## WORK ITEM
Please copy every line below that contains the string "than".

## Stored items
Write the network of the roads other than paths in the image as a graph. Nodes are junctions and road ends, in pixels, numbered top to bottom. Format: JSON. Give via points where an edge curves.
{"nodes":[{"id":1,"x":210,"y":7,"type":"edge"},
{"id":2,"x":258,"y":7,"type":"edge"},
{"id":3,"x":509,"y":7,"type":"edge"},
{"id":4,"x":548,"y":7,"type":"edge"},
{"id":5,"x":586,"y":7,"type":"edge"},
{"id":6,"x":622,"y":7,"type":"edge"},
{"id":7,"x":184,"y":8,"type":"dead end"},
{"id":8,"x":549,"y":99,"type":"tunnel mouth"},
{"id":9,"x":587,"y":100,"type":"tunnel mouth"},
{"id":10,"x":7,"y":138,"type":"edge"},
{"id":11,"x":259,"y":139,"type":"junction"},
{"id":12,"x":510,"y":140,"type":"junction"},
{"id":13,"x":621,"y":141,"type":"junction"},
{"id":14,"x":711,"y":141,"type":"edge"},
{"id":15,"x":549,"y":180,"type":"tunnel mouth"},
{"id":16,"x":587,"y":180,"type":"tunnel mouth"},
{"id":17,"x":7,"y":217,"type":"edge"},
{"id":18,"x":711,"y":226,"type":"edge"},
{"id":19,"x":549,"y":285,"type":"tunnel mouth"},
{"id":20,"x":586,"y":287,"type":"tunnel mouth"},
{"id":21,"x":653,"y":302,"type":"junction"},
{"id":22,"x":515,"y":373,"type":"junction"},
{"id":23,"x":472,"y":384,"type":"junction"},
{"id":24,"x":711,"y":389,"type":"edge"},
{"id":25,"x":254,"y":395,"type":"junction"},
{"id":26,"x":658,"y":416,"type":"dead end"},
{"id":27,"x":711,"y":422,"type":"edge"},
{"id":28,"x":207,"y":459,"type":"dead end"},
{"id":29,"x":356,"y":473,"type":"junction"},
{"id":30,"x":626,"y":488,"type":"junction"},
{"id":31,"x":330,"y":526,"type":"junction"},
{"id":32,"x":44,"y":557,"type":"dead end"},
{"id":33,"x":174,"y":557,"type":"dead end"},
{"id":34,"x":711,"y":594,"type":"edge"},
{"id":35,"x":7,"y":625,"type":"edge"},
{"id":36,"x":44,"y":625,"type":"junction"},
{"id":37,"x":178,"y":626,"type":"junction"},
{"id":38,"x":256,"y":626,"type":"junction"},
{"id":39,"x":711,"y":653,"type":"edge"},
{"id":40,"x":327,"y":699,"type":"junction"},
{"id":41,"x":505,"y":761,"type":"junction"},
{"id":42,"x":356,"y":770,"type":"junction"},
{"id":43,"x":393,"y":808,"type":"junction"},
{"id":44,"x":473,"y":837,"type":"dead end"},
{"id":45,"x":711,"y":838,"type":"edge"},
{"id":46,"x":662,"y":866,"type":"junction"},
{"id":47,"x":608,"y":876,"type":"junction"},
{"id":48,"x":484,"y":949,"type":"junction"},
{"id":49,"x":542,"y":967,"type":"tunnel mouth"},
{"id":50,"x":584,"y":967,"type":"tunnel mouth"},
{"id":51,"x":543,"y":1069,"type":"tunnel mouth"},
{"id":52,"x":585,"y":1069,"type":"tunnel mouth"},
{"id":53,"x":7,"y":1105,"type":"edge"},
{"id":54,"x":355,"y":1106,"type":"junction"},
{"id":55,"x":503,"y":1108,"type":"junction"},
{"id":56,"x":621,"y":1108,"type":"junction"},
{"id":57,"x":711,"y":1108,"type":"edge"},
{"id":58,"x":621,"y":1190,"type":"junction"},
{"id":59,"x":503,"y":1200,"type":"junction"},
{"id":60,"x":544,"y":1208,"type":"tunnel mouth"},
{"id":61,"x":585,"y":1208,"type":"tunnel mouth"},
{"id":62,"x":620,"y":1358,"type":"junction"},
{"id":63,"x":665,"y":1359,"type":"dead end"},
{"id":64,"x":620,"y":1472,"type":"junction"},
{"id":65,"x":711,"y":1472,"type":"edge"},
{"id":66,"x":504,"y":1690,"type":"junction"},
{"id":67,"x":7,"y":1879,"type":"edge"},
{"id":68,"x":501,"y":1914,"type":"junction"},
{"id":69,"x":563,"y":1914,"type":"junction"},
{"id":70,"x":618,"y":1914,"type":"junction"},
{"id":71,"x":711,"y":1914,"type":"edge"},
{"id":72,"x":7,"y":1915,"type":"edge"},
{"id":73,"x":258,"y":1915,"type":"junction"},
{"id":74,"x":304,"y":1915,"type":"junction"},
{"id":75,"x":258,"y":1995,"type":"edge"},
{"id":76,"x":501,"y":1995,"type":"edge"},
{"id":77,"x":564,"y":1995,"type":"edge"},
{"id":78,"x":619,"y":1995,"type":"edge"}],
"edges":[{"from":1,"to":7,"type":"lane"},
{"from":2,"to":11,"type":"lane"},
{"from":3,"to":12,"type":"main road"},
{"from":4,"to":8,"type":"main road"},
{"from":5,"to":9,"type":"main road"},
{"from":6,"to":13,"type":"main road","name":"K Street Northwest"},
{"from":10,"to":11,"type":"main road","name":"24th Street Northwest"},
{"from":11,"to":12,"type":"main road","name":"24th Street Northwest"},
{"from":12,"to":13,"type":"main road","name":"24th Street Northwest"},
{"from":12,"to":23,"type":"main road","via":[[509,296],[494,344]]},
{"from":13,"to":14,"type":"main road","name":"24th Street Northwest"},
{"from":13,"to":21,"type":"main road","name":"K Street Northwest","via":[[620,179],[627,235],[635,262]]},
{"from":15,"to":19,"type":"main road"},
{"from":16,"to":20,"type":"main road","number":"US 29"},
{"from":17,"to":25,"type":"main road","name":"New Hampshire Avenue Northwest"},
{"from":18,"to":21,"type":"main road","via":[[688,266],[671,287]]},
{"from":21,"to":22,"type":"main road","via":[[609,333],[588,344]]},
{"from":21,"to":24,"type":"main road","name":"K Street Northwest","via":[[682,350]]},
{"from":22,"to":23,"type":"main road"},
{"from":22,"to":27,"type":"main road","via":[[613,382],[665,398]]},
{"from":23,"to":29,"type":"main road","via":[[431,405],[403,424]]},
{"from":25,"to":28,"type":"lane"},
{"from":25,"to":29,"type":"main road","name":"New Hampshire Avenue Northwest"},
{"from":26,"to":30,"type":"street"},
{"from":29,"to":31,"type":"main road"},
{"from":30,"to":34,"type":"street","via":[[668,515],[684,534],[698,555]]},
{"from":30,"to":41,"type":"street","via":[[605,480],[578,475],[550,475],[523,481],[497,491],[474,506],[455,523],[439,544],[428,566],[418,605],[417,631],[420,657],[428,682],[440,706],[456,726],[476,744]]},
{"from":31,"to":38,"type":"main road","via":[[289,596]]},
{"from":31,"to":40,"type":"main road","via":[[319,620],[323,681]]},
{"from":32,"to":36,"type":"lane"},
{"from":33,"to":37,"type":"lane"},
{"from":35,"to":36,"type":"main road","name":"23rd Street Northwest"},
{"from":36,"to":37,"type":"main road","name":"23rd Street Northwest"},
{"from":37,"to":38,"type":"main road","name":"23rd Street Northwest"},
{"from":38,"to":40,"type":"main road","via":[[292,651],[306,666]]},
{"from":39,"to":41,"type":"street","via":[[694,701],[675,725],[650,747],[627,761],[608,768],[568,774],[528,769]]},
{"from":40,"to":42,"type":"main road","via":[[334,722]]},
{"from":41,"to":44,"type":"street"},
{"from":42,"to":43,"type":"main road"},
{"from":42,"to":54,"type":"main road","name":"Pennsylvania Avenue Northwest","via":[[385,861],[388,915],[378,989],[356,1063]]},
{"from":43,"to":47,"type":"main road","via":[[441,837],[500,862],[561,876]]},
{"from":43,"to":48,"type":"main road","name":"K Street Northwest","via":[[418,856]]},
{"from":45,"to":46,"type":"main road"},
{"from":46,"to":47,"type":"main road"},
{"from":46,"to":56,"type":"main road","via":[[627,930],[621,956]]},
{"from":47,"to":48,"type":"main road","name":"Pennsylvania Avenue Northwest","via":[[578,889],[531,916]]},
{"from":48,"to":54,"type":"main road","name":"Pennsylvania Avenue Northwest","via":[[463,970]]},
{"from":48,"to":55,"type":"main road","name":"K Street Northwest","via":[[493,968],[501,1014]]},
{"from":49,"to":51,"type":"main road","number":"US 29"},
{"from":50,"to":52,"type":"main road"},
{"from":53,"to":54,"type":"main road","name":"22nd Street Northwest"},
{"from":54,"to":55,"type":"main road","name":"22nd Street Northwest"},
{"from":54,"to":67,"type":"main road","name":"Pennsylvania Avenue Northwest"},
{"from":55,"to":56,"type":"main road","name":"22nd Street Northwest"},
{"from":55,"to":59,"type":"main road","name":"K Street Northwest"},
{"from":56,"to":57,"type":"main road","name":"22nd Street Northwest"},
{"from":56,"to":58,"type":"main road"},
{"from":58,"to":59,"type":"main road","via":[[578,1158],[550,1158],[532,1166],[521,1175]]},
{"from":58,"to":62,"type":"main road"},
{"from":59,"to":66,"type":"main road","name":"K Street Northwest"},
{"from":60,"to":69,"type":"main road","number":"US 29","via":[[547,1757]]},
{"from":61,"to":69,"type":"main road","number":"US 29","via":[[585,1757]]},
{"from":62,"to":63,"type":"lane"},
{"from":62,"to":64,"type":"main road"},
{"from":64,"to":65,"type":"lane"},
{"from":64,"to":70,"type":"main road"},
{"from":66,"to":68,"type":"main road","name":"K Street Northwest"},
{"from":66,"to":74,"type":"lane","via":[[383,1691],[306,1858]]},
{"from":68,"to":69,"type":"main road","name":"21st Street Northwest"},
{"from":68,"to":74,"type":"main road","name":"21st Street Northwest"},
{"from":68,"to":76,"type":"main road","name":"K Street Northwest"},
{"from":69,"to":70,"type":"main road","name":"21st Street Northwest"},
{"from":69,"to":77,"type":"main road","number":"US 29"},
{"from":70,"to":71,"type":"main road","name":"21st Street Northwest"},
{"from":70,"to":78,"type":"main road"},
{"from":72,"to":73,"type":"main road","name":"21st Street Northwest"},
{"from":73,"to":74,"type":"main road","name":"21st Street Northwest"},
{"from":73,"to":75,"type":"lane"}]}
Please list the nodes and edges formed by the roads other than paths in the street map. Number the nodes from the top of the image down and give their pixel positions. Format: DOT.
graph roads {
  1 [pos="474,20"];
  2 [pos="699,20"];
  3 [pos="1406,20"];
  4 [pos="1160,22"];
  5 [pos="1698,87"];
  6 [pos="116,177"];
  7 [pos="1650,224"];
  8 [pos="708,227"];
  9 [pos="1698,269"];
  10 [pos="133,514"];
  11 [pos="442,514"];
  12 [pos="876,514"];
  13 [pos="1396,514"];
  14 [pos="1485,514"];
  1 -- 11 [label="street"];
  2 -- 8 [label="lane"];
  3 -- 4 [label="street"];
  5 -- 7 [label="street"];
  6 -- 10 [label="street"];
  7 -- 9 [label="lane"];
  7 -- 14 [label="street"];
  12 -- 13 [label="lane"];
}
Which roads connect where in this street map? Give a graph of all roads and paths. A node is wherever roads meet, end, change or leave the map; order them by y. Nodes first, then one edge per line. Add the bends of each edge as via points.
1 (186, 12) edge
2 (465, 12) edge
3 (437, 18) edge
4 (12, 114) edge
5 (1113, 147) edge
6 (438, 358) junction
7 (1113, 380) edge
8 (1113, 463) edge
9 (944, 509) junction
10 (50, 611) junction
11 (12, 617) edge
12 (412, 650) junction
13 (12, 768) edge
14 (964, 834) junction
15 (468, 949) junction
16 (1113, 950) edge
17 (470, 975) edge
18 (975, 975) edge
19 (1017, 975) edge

## ANSWER FOR THIS EXERCISE
Write the network of the roads other than paths in the image as a graph. Nodes are junctions and road ends, in pixels, numbered top to bottom. Format: JSON. Give via points where an edge curves.
Please list the nodes and edges formed by the roads other than paths in the street map. Number the nodes from the top of the image down and give their pixel positions. Format: DOT.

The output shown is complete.